Dejours considera que o organismo do trabalhador não é um motor humano estático, ao passo em que é um constante objeto de excitações, da mesma forma que o trabalhador não age como um equipamento novo quando se depara com seu ambiente de trabalho. Este trabalhador é marcado por suas aspirações, desejos, motivações, necessidades psicológicas, sua história de vida, o que confere-lhe ser único. Sendo assim, o trabalhador em razão de sua vivência, lida com vias de descarga preferenciais que não são iguais e as mesmas para todos.

Com base nisso, cabe a reflexão sobre a tarefa executada pelo trabalhador e o quanto ela está apropriada para canalização da energia psíquica, pois assim se fundamenta a problemática da relação entre o aparelho psíquico e o trabalho, pois tratando-se de carga psíquica, existe o risco de um subemprego de aptidões psíquicas, fantasmáticas ou psicomotoras que resulta uma retenção de energia pulsional e que constitui ou não a carga psíquica de trabalho.
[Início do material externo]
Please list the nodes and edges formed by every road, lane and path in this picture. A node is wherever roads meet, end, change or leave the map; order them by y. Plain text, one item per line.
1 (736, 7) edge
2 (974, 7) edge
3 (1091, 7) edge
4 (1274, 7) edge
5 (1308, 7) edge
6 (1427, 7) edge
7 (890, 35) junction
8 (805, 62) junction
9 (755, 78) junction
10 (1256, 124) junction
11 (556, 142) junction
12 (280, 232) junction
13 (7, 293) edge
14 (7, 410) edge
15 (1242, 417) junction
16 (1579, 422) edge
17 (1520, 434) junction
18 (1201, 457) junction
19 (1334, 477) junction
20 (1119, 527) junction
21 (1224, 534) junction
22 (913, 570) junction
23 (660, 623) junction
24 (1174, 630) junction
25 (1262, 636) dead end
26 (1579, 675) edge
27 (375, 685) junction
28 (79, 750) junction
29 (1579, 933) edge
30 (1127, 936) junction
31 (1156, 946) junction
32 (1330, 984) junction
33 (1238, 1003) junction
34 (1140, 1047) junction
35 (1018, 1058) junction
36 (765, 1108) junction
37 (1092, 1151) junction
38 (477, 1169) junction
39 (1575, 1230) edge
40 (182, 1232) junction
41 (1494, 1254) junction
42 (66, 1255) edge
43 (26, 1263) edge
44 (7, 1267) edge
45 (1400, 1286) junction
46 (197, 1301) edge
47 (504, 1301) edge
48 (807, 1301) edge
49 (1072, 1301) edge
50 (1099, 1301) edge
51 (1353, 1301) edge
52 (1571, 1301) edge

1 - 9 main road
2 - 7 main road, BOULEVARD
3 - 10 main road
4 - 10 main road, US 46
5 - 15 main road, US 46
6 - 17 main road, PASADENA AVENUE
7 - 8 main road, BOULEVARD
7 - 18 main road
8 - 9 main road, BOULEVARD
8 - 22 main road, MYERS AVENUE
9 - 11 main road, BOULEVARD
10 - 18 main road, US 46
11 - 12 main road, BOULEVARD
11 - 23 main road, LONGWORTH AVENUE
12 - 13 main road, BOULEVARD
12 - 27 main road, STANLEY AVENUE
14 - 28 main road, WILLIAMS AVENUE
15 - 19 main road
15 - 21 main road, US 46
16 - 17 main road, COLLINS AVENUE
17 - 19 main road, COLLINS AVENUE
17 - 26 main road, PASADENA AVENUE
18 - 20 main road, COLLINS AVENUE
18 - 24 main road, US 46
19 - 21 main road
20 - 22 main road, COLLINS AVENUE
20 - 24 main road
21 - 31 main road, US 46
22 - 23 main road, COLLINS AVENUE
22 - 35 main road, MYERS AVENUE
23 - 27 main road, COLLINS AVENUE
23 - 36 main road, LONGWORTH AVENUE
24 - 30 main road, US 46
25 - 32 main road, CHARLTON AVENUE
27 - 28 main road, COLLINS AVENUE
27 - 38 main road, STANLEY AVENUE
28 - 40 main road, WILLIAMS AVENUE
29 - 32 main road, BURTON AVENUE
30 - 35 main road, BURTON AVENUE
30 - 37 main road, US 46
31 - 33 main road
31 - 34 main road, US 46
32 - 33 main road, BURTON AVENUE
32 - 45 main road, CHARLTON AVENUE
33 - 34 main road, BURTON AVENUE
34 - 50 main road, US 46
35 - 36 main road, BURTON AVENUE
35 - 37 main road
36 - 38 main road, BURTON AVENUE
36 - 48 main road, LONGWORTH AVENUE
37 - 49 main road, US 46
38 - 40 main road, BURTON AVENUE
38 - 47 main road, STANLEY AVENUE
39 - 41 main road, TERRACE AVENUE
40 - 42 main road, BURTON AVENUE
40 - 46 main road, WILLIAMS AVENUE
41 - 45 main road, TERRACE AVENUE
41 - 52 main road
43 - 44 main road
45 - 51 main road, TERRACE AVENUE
Se um trabalho permite a diminuição da carga psíquica, ele é equilibrante. Se ele se opõe a essa diminuição, ele é fatigante. No trabalho por peças não há quase espaço para a atividade fantasmática; em todo o caso, as aptidões fantasmáticas não são utilizadas e a via de descarga psíquica esta fechada; a energia psíquica se acumula, tornando-se fonte de tensão e desprazer, a carga psíquica cresce até que aparecem a fadiga, a astenia, e a partir daí a patologia: é o trabalho fatigante. (Dejours, 2011, p. 25).
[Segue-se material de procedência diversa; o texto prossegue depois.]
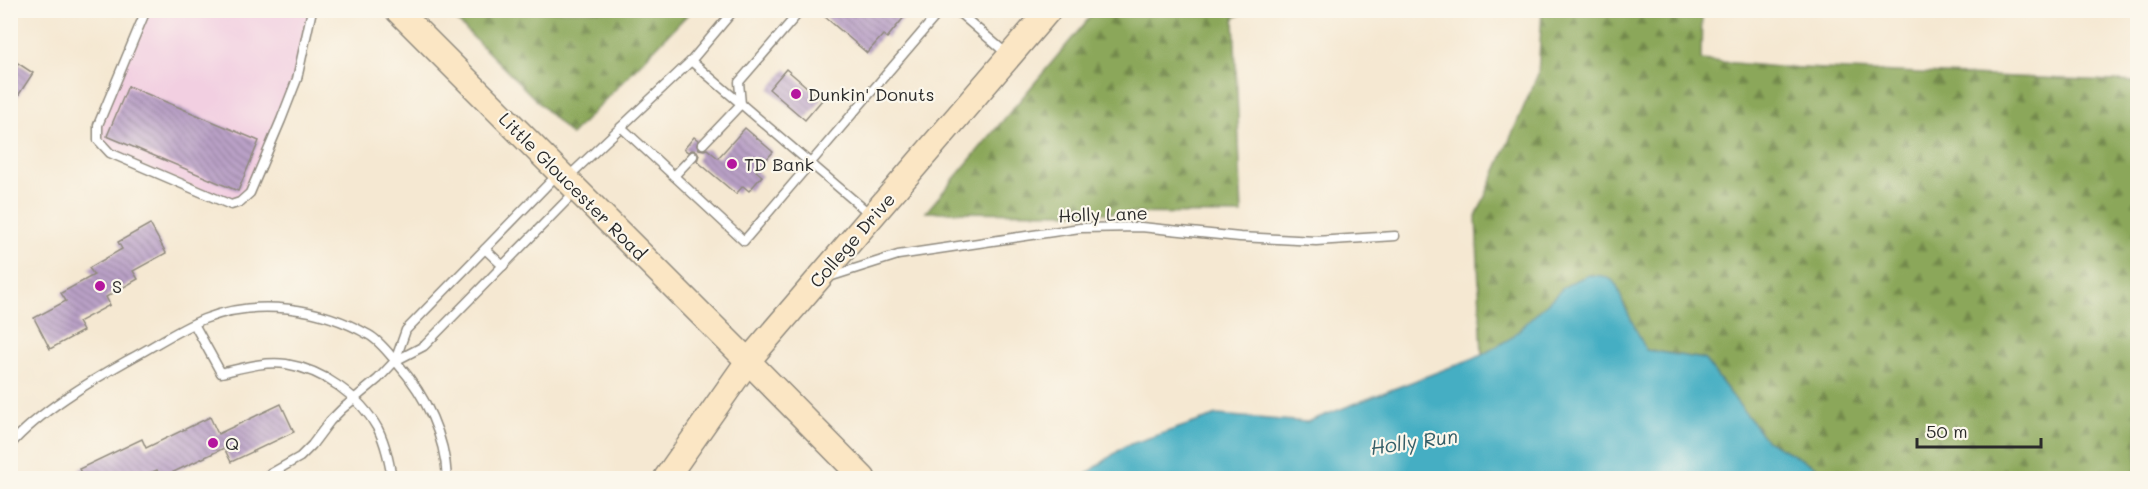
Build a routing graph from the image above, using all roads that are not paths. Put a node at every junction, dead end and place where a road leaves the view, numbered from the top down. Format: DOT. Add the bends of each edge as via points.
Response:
graph roads {
  1 [pos="312,10"];
  2 [pos="397,10"];
  3 [pos="734,10"];
  4 [pos="790,10"];
  5 [pos="941,10"];
  6 [pos="956,10"];
  7 [pos="1049,10"];
  8 [pos="144,15"];
  9 [pos="1010,57"];
  10 [pos="691,61"];
  11 [pos="741,104"];
  12 [pos="621,127"];
  13 [pos="703,144"];
  14 [pos="693,156"];
  15 [pos="810,163"];
  16 [pos="674,176"];
  17 [pos="568,180"];
  18 [pos="872,216"];
  19 [pos="1395,236"];
  20 [pos="485,249"];
  21 [pos="503,266"];
  22 [pos="817,281"];
  23 [pos="195,324"];
  24 [pos="395,361"];
  25 [pos="748,361"];
  26 [pos="354,399"];
  27 [pos="10,445"];
  28 [pos="263,478"];
  29 [pos="392,478"];
  30 [pos="447,478"];
  31 [pos="666,478"];
  32 [pos="863,478"];
  1 -- 8 [label="lane" via="297,79 282,120 250,193 231,205 110,153 98,140 98,125"];
  2 -- 17 [label="street, Little Gloucester Road"];
  3 -- 10 [label="lane"];
  4 -- 11 [label="lane" via="796,16 739,82"];
  5 -- 15 [label="lane"];
  6 -- 9 [label="lane"];
  7 -- 9 [label="street, College Drive"];
  9 -- 18 [label="street, College Drive"];
  10 -- 11 [label="lane"];
  10 -- 12 [label="lane"];
  11 -- 13 [label="lane"];
  11 -- 15 [label="lane"];
  12 -- 16 [label="lane"];
  12 -- 17 [label="lane"];
  14 -- 16 [label="lane"];
  15 -- 16 [label="lane" via="744,241"];
  15 -- 18 [label="lane"];
  17 -- 20 [label="lane"];
  17 -- 21 [label="lane"];
  17 -- 25 [label="street, Little Gloucester Road"];
  18 -- 22 [label="street, College Drive"];
  19 -- 22 [label="lane, Holly Lane" via="1316,241 1141,226 1080,228 898,255"];
  20 -- 21 [label="lane"];
  20 -- 24 [label="lane" via="406,330"];
  21 -- 24 [label="lane" via="424,346"];
  22 -- 25 [label="street, College Drive"];
  23 -- 24 [label="lane" via="259,306 323,314 371,336"];
  23 -- 26 [label="lane" via="221,373 260,364 285,364 328,379"];
  23 -- 27 [label="lane" via="102,375 25,428"];
  24 -- 26 [label="lane"];
  24 -- 30 [label="lane" via="425,401 444,452"];
  25 -- 31 [label="street, College Drive"];
  25 -- 32 [label="street, Little Gloucester Road"];
  26 -- 28 [label="lane" via="300,457"];
  26 -- 29 [label="lane" via="378,429"];
}
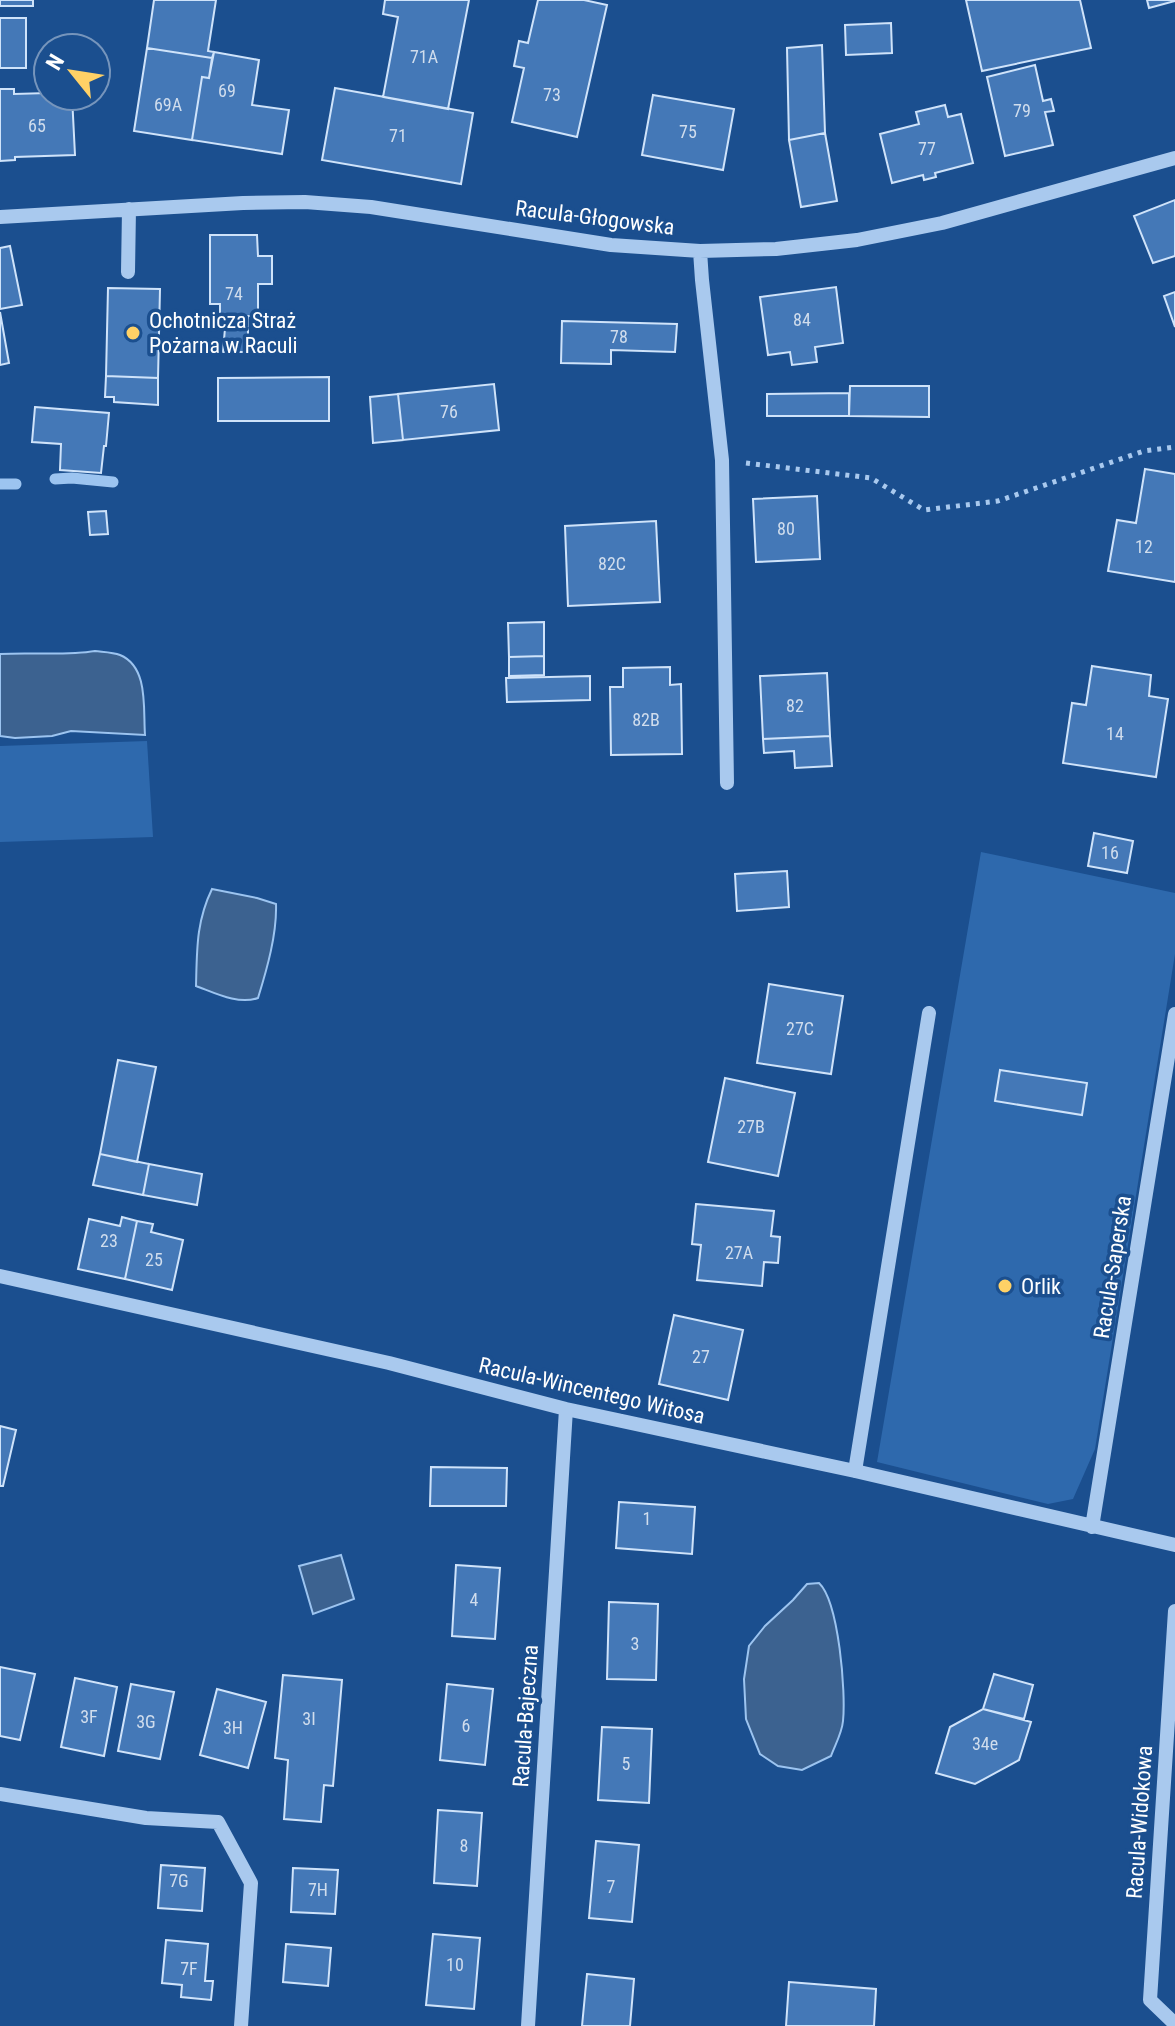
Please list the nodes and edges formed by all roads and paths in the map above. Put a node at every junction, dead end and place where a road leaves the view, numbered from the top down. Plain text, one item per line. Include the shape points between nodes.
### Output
1 (1175, 158) edge
2 (129, 209) junction
3 (0, 217) edge
4 (700, 251) junction
5 (128, 272) dead end
6 (1175, 447) edge
7 (722, 460) junction
8 (727, 783) dead end
9 (929, 1013) dead end
10 (1175, 1014) edge
11 (0, 1276) edge
12 (566, 1409) junction
13 (855, 1471) junction
14 (1092, 1527) junction
15 (1175, 1545) edge
16 (1175, 1611) edge
17 (0, 1794) edge
18 (1175, 2024) edge
19 (241, 2026) edge
20 (528, 2026) edge

1 - 4 street, Racula-Głogowska via 942,223 857,240
2 - 3 street, Racula-Głogowska
2 - 4 street, Racula-Głogowska via 294,202 371,207 611,245
2 - 5 street
4 - 7 street
6 - 7 path via 1144,451 998,501 924,510 871,478
7 - 8 street
9 - 13 street
10 - 14 street, Racula-Saperska
11 - 12 street, Racula-Wincentego Witosa via 389,1363
12 - 13 street, Racula-Wincentego Witosa
12 - 20 street, Racula-Bajeczna
13 - 14 street, Racula-Wincentego Witosa
14 - 15 street, Racula-Wincentego Witosa
16 - 18 street, Racula-Widokowa via 1150,2000
17 - 19 street via 146,1818 218,1822 251,1883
De acordo com Dejours, a Carga psíquica no trabalho emerge como um regulador de carga global de trabalho. O rebaixamento da tensão e a descarga de energia pulsional são fonte mesma do prazer ou do alívio de carga psíquica de trabalho. Na relação homem-trabalho, a organização do trabalho é a vontade de outro, o trabalhador é levado a agir de acordo com a demanda do empregador, deixando de lado o seu corpo físico e nervoso e passando a ser domesticado.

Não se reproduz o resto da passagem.